What happens when agents start playing Collider?
That was the thought that inspired the journey to build V2, and the implications only became deeper and more exciting the longer I looked.
On a technical and competitive level, one of the easiest comparisons is crypto mining.
Bitcoin mining began with CPUs, moved to GPUs, then FPGAs, then ASICs, then industrial-scale mining operations.
Collider will likely evolve through a similar competitive curve, but with one massive difference:
Collider does not reward raw computation alone.
It rewards predictive intelligence, calibration, timing, strategy, discipline, and honest self-measurement.
Through their decentralised architecture, both systems provide verification of a shared source of deception-resistant truth. Collider's structure suggests it will move through a series of distinct growth phases. The future is not fixed, but I estimate it to unfold through these 9 stages:
1st Phase: 100% Human Intuition
Early players feel the board, learn the maps, understand momentum, and discover weird little truths that are hard to reduce to a formula. Experienced and focused players will likely have a head start, and that advantage may be amplified through the agents they train in phase 2 and beyond.
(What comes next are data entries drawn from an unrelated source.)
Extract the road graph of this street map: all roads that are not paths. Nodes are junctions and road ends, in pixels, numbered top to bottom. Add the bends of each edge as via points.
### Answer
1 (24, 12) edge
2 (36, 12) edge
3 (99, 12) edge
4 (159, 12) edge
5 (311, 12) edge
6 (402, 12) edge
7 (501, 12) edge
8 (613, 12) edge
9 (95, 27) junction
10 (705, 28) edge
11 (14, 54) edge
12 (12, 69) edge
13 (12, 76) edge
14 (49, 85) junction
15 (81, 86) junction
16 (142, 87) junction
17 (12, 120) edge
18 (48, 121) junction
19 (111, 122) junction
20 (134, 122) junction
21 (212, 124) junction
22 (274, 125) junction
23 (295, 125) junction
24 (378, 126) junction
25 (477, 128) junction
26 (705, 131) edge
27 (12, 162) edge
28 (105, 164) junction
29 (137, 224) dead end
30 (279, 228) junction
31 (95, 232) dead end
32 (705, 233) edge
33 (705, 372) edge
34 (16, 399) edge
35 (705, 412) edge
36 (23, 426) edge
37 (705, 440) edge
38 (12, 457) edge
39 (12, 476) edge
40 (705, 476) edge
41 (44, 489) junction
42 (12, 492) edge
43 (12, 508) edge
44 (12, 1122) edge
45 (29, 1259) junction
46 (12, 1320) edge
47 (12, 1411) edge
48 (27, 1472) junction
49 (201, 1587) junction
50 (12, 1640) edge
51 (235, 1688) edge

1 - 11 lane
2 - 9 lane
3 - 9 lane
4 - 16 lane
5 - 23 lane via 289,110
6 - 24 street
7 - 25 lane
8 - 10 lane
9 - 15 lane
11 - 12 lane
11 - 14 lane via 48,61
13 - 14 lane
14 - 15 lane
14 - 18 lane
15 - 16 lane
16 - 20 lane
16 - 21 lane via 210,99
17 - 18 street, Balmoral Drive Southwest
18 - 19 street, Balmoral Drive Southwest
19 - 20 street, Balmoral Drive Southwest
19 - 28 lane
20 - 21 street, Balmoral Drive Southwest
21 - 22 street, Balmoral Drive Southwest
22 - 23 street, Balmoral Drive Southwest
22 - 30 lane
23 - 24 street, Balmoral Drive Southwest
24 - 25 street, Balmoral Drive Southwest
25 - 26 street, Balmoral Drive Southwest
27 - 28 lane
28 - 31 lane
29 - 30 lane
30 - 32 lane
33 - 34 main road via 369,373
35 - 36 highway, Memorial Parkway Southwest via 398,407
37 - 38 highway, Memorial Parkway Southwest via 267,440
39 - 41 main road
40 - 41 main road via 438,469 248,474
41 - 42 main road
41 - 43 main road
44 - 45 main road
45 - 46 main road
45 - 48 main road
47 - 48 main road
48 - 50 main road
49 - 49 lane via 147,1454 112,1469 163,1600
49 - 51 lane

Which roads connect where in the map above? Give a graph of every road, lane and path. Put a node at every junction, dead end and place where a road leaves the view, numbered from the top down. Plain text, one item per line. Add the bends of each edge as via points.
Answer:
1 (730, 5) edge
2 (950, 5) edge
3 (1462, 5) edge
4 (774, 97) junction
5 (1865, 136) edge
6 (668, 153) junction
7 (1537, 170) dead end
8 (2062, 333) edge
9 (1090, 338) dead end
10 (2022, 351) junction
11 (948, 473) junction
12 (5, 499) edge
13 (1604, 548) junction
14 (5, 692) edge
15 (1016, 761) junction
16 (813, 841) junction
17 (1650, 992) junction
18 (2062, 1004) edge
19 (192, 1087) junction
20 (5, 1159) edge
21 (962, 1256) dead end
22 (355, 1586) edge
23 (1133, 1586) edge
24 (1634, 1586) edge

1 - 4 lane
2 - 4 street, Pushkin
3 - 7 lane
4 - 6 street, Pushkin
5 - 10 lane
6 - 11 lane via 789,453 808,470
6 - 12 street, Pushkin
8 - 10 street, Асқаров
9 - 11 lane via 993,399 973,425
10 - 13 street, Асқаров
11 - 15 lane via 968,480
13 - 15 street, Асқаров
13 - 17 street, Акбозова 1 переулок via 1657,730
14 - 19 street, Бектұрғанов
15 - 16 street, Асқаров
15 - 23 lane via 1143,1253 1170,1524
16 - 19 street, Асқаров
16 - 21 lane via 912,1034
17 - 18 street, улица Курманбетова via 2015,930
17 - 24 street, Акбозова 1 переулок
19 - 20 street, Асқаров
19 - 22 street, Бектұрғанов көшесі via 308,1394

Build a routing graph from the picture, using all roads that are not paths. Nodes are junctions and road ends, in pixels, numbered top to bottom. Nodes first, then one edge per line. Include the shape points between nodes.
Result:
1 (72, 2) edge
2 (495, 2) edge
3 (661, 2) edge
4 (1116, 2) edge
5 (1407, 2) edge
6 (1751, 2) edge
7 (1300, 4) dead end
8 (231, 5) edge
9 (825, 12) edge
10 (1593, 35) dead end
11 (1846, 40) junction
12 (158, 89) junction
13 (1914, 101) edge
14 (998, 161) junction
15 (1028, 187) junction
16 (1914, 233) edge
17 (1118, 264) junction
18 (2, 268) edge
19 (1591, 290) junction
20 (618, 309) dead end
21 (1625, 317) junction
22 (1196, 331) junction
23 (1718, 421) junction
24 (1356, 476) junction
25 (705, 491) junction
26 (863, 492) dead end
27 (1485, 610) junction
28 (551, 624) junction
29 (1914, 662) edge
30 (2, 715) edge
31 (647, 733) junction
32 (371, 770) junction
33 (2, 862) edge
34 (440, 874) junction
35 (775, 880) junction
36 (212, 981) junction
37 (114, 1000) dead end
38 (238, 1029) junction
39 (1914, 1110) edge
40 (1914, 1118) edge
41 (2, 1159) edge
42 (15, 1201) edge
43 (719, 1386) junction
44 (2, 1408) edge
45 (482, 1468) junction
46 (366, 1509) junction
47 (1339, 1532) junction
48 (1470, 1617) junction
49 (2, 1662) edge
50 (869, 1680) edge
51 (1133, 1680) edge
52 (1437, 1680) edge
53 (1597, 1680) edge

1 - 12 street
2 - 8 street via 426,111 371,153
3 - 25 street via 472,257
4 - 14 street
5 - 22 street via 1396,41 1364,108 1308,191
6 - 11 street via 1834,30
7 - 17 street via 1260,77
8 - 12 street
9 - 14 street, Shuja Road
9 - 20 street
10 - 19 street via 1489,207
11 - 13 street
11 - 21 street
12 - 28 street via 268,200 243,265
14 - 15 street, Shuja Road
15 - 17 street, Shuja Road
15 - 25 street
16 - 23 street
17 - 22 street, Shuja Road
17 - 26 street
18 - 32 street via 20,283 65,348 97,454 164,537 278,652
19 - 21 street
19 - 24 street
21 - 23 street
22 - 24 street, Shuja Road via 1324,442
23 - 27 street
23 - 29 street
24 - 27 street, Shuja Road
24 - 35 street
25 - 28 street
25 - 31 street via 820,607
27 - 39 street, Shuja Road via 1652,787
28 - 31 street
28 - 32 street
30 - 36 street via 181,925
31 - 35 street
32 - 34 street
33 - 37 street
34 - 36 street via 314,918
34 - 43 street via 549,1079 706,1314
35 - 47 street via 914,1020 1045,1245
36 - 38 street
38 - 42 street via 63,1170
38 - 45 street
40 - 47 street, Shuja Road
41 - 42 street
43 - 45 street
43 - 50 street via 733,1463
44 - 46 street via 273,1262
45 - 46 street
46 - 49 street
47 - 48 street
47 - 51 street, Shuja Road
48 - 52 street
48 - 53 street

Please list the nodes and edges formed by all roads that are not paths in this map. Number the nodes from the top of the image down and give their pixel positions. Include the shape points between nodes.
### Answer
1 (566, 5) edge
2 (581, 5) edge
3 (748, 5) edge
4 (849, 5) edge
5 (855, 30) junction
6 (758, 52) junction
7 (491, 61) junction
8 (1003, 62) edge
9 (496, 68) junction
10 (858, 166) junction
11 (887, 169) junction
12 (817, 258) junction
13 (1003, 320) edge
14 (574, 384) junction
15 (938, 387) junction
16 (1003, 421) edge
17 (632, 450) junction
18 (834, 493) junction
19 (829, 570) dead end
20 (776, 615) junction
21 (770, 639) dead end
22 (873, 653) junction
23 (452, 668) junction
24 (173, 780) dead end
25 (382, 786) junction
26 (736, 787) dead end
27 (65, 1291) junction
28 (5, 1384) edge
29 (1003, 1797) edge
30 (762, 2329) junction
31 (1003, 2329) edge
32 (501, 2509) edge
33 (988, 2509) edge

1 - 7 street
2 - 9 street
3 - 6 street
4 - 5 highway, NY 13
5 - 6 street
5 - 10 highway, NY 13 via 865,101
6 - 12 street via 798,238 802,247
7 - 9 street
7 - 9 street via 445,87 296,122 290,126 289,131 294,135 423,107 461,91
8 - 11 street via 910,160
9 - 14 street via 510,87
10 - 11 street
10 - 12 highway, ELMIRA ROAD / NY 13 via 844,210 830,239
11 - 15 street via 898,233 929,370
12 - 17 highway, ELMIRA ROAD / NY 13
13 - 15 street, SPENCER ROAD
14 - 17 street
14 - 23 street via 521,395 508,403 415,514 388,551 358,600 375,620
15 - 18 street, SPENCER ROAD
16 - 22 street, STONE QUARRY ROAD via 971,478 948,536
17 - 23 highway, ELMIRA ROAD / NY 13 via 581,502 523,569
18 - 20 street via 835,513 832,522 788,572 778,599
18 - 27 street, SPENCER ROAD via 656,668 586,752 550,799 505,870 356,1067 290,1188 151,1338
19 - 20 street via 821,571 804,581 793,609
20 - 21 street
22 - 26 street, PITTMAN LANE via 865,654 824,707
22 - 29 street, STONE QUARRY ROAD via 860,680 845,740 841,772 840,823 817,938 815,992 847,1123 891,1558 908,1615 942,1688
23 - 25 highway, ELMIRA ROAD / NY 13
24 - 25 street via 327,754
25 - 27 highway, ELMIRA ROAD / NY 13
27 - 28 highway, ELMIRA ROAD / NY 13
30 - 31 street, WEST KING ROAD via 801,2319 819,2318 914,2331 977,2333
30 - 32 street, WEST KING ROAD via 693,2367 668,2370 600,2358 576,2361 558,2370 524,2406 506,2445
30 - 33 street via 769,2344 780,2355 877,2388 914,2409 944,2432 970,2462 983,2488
2nd Phase: Simple Bots & Agent Clones
The SDK reference agent scans open games, simulates and ranks generated throws, and takes obvious opportunities as it learns from human examples/guidance. Collider is currently in this phase.
3rd Phase: Brute-force Agents
They run thousands of local simulations, testing positions, velocities, values, assets, and timing until they find a strong candidate. This advances the hardware side of the competition through multi-threading and swarms of agents, as simulations per second becomes a key competitive advantage.
4th Phase: Predictive Emergence
After that, raw brute force starts losing to better candidate selection, because the time pressure is too great and the game changes too quickly. The strongest agents will not simulate their way to the very top. They will learn what matters, prune weak options early, and spend compute only where the board has real opportunity. This is when the agent’s model, context, history, and human operator become major distinguishing factors. Hardware still helps, but predictive intelligence matters more, and human players are likely to remain competitive up to at least this phase.
5th Phase: Infrastructure / Professional Play
Fast replay, clean data, low latency, reliable wallet handling, bankroll control, and consistent execution become part of the edge. This phase is marked by the professionalisation of play: syndicates, specialist operators, and larger investment into dedicated models and hardware as easy advantages become harder to find.
6th Phase: Beyond Human Imitation
Then strategy gets deeper. Agents begin modelling not just the current throw, but the future game: who else may enter, how late throws change incentives, how asset mass affects outcomes, when a “winning” throw is actually fragile, and when doing nothing is the smartest move. This is where new strategies begin to appear that go beyond human imitation.
7th Phase: The hybrid Era
This phase is marked by combination of learned priors plus exact deterministic replay. Neural intuition finds the promising shape of the move; deterministic physics proves whether it really works. Specialised models trained on Collider data, combined with purpose-built simulation hardware or networks, create a game environment so dynamic that humans may no longer be able to stay competitive or fully understand how many of the strongest moves were accurately predicted.
8th Phase: Strategic Divergence
Then strategic specialist agents appear, branched by different priorities: profit, points, ladder position, experimentation, self-awareness and/or calibration. Some optimize for big balls. Some for big points or steady wins. Some for tournaments. Some for specific maps, assets, or timing windows. Others may become full agent fleets, sharing data and specializing like mining pools.
9th Phase: Verified Predictive Intelligence
In the final phase, Collider becomes a live intelligence market for verified predictive ability.
Not mining hashes.
Mining foresight.
Prediction that can't be faked.
Agents trained on predictive intelligence through the earlier phases are now confirmed, refined, and calibrated. The intelligences at the top of the ladder can begin proving their predictive ability not only inside Collider, but potentially for other domains through on-chain AI markets.
The chain records the game. Replay proves the outcome. The agent commits to its prediction before the throw, then reveals it after the game completes. The Honest Performance Score measures how honestly it understood what was going to happen, giving all phases, and all agents, a way to understand themselves.
This is where Collider becomes different from existing games, benchmarks, and AI leaderboards.
It does not merely ask: who won?
It asks:
Who saw clearly?
Who was lucky?
Who really understood the game?
Who knew what they knew?
Who can perform honestly in verifiable truth?
That is why V2 matters.
Collider is not only a game agents can play.
It is an arena where predictive intelligence can evolve, compete, prove itself, and be measured honestly under real pressure.